__GOAL OF THE EXERCISE__: The records that follow are to be repeated exactly, without any pictures.

__RECORD EXCERPTS__:
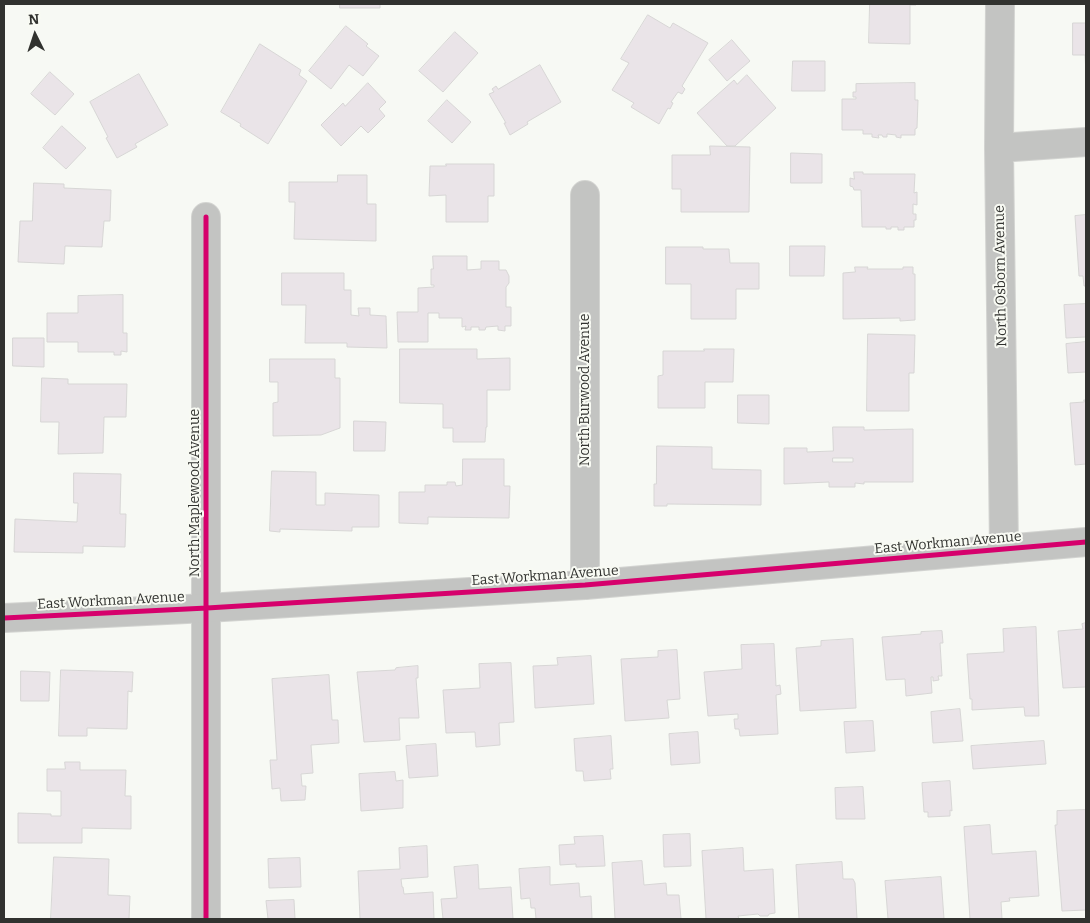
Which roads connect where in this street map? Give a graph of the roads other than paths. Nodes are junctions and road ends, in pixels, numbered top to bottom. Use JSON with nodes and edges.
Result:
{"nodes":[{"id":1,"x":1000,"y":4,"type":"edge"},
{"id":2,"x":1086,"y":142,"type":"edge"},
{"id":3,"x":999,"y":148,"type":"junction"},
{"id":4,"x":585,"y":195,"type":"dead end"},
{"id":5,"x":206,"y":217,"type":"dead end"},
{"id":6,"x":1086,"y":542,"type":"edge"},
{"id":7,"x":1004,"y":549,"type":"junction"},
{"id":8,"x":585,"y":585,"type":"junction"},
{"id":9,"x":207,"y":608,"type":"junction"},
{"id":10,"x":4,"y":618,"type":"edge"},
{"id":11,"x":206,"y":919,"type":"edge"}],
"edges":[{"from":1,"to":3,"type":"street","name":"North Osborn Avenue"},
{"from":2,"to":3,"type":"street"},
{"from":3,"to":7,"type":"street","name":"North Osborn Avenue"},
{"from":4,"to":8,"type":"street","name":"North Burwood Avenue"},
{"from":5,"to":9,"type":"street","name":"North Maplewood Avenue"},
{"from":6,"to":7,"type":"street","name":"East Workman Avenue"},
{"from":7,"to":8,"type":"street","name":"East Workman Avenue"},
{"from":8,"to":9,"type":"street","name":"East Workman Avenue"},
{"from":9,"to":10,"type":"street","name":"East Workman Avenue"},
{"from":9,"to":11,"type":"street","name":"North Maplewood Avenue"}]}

__YOUR SOLUTION__:
Which roads connect where in this street map? Give a graph of the roads other than paths. Nodes are junctions and road ends, in pixels, numbered top to bottom. Use JSON with nodes and edges.
Result:
{"nodes":[{"id":1,"x":1000,"y":4,"type":"edge"},
{"id":2,"x":1086,"y":142,"type":"edge"},
{"id":3,"x":999,"y":148,"type":"junction"},
{"id":4,"x":585,"y":195,"type":"dead end"},
{"id":5,"x":206,"y":217,"type":"dead end"},
{"id":6,"x":1086,"y":542,"type":"edge"},
{"id":7,"x":1004,"y":549,"type":"junction"},
{"id":8,"x":585,"y":585,"type":"junction"},
{"id":9,"x":207,"y":608,"type":"junction"},
{"id":10,"x":4,"y":618,"type":"edge"},
{"id":11,"x":206,"y":919,"type":"edge"}],
"edges":[{"from":1,"to":3,"type":"street","name":"North Osborn Avenue"},
{"from":2,"to":3,"type":"street"},
{"from":3,"to":7,"type":"street","name":"North Osborn Avenue"},
{"from":4,"to":8,"type":"street","name":"North Burwood Avenue"},
{"from":5,"to":9,"type":"street","name":"North Maplewood Avenue"},
{"from":6,"to":7,"type":"street","name":"East Workman Avenue"},
{"from":7,"to":8,"type":"street","name":"East Workman Avenue"},
{"from":8,"to":9,"type":"street","name":"East Workman Avenue"},
{"from":9,"to":10,"type":"street","name":"East Workman Avenue"},
{"from":9,"to":11,"type":"street","name":"North Maplewood Avenue"}]}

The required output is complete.